* _EXERCISE OBJECTIVE_:
Tally the lines of the records that contain the string "paths", then give the total and nothing more.

(Stored data entries)
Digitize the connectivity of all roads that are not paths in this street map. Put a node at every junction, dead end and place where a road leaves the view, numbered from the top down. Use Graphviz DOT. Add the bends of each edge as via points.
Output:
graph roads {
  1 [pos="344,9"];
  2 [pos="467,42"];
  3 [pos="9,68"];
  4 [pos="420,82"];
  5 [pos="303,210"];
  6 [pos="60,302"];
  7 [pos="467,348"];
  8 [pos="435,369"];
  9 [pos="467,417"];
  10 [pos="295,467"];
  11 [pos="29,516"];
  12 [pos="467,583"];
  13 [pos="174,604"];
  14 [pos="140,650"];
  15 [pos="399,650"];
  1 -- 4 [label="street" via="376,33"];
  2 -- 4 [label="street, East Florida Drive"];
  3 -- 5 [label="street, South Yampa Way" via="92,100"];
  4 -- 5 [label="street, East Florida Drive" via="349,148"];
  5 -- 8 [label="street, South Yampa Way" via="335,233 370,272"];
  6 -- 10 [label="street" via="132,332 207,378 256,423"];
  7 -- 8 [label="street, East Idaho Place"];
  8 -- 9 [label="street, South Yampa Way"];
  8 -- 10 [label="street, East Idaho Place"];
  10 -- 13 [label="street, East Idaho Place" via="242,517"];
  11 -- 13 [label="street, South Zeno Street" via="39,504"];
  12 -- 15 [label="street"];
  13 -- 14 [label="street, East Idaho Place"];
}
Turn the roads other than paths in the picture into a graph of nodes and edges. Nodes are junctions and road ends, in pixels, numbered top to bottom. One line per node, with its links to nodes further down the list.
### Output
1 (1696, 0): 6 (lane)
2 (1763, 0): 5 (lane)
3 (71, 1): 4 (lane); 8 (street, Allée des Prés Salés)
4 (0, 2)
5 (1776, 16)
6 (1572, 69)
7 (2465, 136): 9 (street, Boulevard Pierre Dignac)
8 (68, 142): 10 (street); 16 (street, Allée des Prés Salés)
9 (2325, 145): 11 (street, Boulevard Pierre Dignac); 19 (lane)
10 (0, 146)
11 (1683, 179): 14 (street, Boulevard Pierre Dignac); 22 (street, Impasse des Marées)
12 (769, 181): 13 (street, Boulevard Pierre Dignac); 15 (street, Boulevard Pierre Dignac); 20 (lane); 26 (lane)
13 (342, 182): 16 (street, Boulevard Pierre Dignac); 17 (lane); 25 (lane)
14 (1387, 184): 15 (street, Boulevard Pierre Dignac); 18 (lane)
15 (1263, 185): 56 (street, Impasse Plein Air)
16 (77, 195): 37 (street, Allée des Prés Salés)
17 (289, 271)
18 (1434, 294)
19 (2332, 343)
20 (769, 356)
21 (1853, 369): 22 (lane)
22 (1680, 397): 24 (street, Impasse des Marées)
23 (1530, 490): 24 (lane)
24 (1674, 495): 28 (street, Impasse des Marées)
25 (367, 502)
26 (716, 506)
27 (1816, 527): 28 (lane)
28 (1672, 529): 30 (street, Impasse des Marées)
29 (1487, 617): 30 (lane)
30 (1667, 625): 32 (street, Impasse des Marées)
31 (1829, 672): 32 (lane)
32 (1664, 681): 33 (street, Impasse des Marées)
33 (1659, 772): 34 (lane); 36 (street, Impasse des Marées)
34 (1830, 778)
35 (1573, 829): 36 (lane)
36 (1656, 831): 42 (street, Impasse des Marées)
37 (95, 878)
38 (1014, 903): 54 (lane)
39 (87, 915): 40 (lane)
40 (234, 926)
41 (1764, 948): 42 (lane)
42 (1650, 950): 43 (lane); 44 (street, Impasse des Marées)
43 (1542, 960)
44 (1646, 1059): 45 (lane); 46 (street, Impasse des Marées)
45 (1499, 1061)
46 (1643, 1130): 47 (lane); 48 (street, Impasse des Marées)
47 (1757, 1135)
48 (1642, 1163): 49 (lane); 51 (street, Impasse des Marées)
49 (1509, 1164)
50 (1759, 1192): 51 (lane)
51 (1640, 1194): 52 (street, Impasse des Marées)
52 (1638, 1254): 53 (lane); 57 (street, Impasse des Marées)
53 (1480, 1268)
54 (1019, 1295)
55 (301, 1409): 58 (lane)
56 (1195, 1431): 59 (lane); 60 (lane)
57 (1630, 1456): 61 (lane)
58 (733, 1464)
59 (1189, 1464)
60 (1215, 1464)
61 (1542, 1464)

* _RESPONSE FOR THIS EXERCISE_:
2